What you should do - Look through the material and copy each line holding "Euclid".
---------- Available records ----------
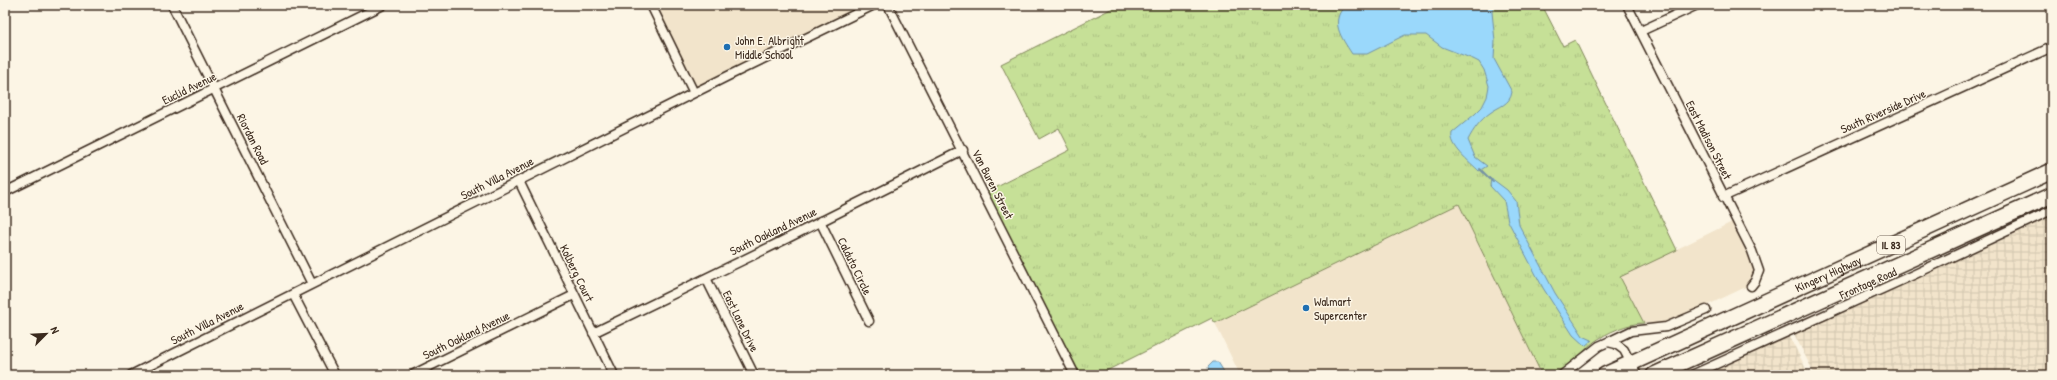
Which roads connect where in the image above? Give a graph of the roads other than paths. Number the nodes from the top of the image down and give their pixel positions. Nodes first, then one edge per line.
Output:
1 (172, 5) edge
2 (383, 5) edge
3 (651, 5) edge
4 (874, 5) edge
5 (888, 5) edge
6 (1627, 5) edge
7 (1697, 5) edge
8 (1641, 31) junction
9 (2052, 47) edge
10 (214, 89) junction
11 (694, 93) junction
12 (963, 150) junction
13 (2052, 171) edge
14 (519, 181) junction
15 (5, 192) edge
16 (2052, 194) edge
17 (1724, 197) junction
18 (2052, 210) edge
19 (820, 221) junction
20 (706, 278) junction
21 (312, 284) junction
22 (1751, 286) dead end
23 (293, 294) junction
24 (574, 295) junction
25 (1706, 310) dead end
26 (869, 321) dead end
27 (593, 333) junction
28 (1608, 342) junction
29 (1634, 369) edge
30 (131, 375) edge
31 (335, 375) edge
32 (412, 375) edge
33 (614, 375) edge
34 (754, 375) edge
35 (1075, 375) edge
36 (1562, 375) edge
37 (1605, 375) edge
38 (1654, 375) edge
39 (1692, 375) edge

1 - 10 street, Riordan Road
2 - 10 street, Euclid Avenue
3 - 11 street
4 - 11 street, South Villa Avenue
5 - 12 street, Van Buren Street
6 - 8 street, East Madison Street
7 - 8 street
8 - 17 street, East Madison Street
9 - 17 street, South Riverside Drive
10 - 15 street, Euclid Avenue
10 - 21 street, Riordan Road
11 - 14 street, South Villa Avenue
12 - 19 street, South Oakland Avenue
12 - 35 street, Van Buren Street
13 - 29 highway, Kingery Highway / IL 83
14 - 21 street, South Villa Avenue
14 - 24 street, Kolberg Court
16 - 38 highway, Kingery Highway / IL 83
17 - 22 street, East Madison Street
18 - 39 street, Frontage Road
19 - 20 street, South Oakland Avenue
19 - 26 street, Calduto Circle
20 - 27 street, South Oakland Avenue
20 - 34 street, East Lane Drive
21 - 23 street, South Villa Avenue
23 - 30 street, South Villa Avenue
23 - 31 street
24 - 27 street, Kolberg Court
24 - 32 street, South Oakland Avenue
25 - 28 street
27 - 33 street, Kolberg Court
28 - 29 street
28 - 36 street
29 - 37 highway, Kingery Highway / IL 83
----------
Answer section -
2 - 10 street, Euclid Avenue
10 - 15 street, Euclid Avenue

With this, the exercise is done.